Check Christoffel symbol defines Levi-Civita connection

Question

I am trying to prove the existence of Levi-Civita connection. The hint says given $(U_\beta,\phi_\beta)$ be altas of $M$, for $X=x^i\partial_i,V=v^j\partial_j$, we define $$D_VX=v^i(\partial_i x^k+\Gamma_{ij}^k x^j)\partial_k$$

where $\Gamma_{ij}^k$ is Christoffel symbol.

Then the notes said it's easy to check $D_VX$ doesn't not depend on the coordinate $(U_\beta,\phi_\beta)$, hence it's a connection $D$ on $M$.
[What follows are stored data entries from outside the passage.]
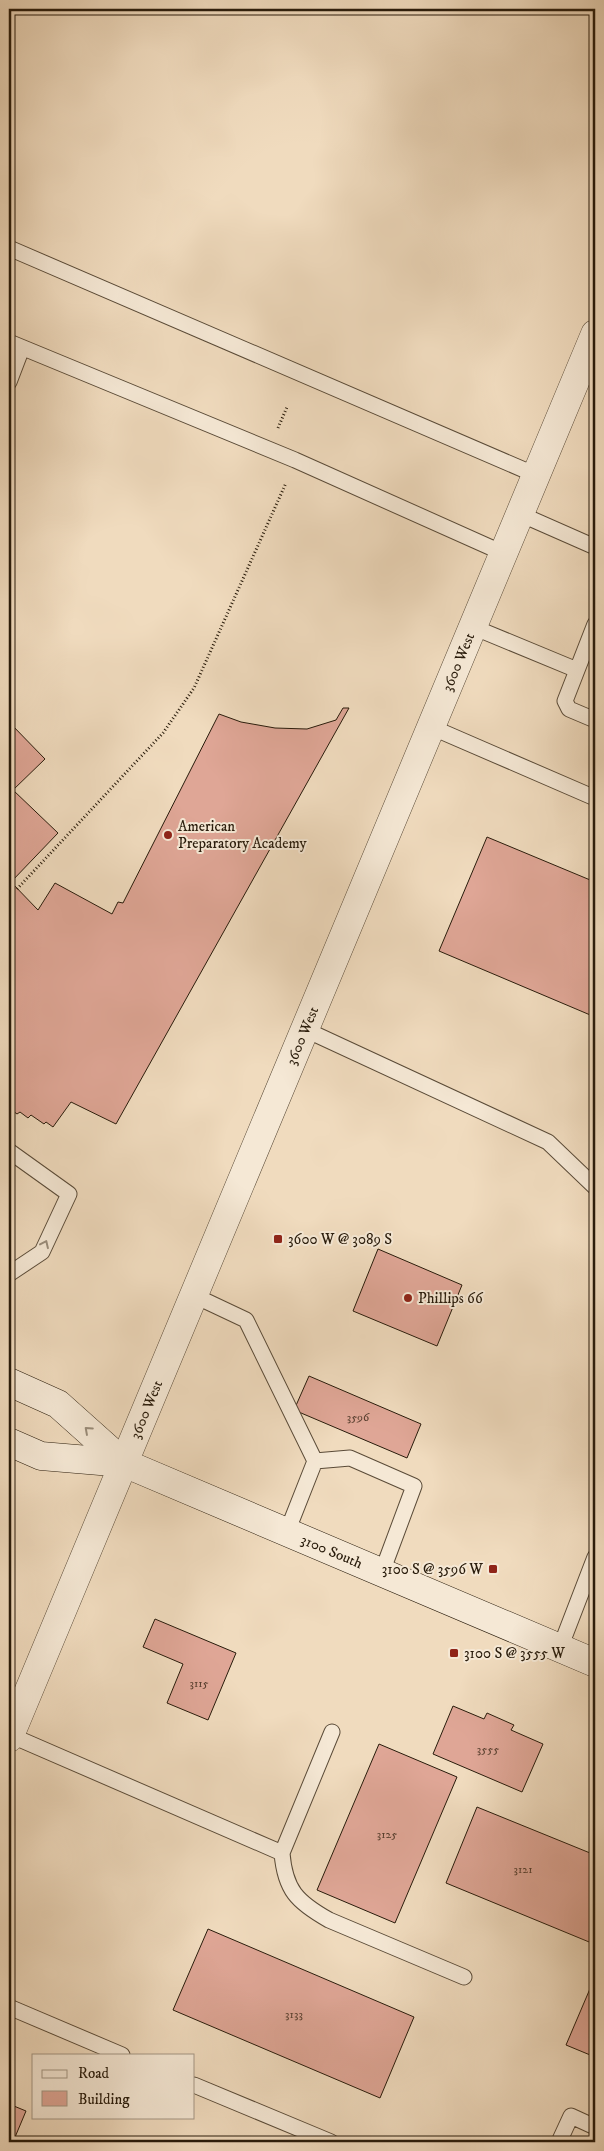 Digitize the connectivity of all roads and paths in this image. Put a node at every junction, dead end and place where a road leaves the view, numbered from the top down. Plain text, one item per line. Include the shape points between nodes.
1 (9, 248) edge
2 (595, 334) edge
3 (15, 345) edge
4 (9, 382) edge
5 (287, 408) dead end
6 (275, 436) dead end
7 (295, 460) junction
8 (536, 475) junction
9 (520, 514) junction
10 (595, 547) edge
11 (504, 553) junction
12 (595, 624) edge
13 (472, 627) junction
14 (577, 670) junction
15 (595, 720) edge
16 (431, 727) junction
17 (595, 798) edge
18 (18, 889) dead end
19 (304, 1029) junction
20 (9, 1152) edge
21 (595, 1187) edge
22 (9, 1274) edge
23 (193, 1295) junction
24 (9, 1382) edge
25 (9, 1442) edge
26 (315, 1461) junction
27 (124, 1463) junction
28 (288, 1532) junction
29 (595, 1558) edge
30 (382, 1572) junction
31 (560, 1648) junction
32 (595, 1663) edge
33 (332, 1732) dead end
34 (9, 1736) edge
35 (282, 1853) junction
36 (464, 1977) dead end
37 (9, 2007) edge
38 (120, 2054) edge
39 (195, 2085) edge
40 (595, 2127) edge
41 (331, 2142) edge
42 (559, 2142) edge

1 - 8 lane
2 - 8 street, 3600 West
3 - 4 lane
3 - 7 lane
5 - 6 path
7 - 11 lane
7 - 18 path via 194,688 163,733
8 - 9 street, 3600 West
9 - 10 lane
9 - 11 street, 3600 West
11 - 13 street, 3600 West
12 - 14 lane
13 - 14 lane
13 - 16 street, 3600 West
14 - 15 lane via 565,701 569,709
16 - 17 lane
16 - 19 street, 3600 West
19 - 21 lane via 548,1142
19 - 23 street, 3600 West
22 -> 20 lane via 42,1252 68,1194
23 - 26 lane via 246,1320
23 - 27 street, 3600 West
27 -> 24 street, 3100 South via 58,1404
25 - 27 street, 3100 South via 41,1456
26 - 28 lane
26 - 30 lane via 350,1458 414,1486
27 - 28 street, 3100 South
27 - 34 street, 3600 West
28 - 30 street, 3100 South
29 - 31 lane
30 - 31 street, 3100 South
31 - 32 street, 3100 South
33 - 35 lane
34 - 35 lane
35 - 36 lane via 284,1874 294,1893 309,1909
37 - 38 lane
39 - 41 lane
40 - 42 lane via 572,2116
To check this fact, I think this is what I should do: given another $(V_\alpha,\psi_\alpha)$, I need to write out the base $\partial_i$, $x^i, v^j, \Gamma_{ij}^k$ in new chart (which I think should be related with $\psi_\alpha,\phi_\beta$), and show it's the same as $D_VX$. Is it correct?

And I am not sure how to write them out. Could you give me a demonstration? Thanks.

Answer 1

Calculating the different symbol can work out as you wish. But we may be stuck in complex computation.

As your mention, choose a coordinate charts $\{(U,\phi)\}$ and we can define a connection on each local chart, denoted $\bigtriangledown^U$. Now we just need to prove

For any $(U_1,\phi_1)$ and $(U_2,\phi_2)$ in charts, we have $\bigtriangledown^{U_1}_{U_1\cap U_2}=\bigtriangledown^{U_2}_{U_1\cap U_2}$.

There are two points

• $\bigtriangledown^{U_1}_{U_1\cap U_2}$ means the induced connection on $U_1\cap U_2$ from $\bigtriangledown^{U_1}$.

• The proof is based on the uniqueness of Levi-Civita connection. If you have proved the uniqueness, we can easily draw the conclusion because there is a unique connection on $U_1\cap U_2$.

Answer 2

Too lengthy for a comment...

I'm not sure I understand the question in your comment. A vector field, in coordinates, is given by $V= V^i \frac{\partial}{\partial x^i}$, and if you change coordinates you get, by the chain rule, $V^i \frac{\partial y^j}{\partial x^i}\frac{\partial}{\partial y^j}$ (summation convention is used). From this calculation people use to say that this is how a vector field transforms, i.e.

$$ \tilde{ V}^k = V^i \frac{\partial y^k}{\partial x^i} $$

Now the point is, that the partial derivatives of the $V^i$ do not transform that way (they depend on the coordinate system or chart). The components of covariant derivative do. For this you need to know how the Christoffel symbols transform and then compute to see that the components of $D_V X$ transform correctly...this is, again, nothing else but plugging the definitions and the application of the chain and product rule. It looks terrifying and complicated but it is, in fact, just a straightforward though lengty calculation.

If you want to see written down explicitly Spivaks 'Comprehensive Intrdoction to Differential Geometry' (2nd volume and Chapter 9 of volume 1, if I recall correctly) is a good source for this.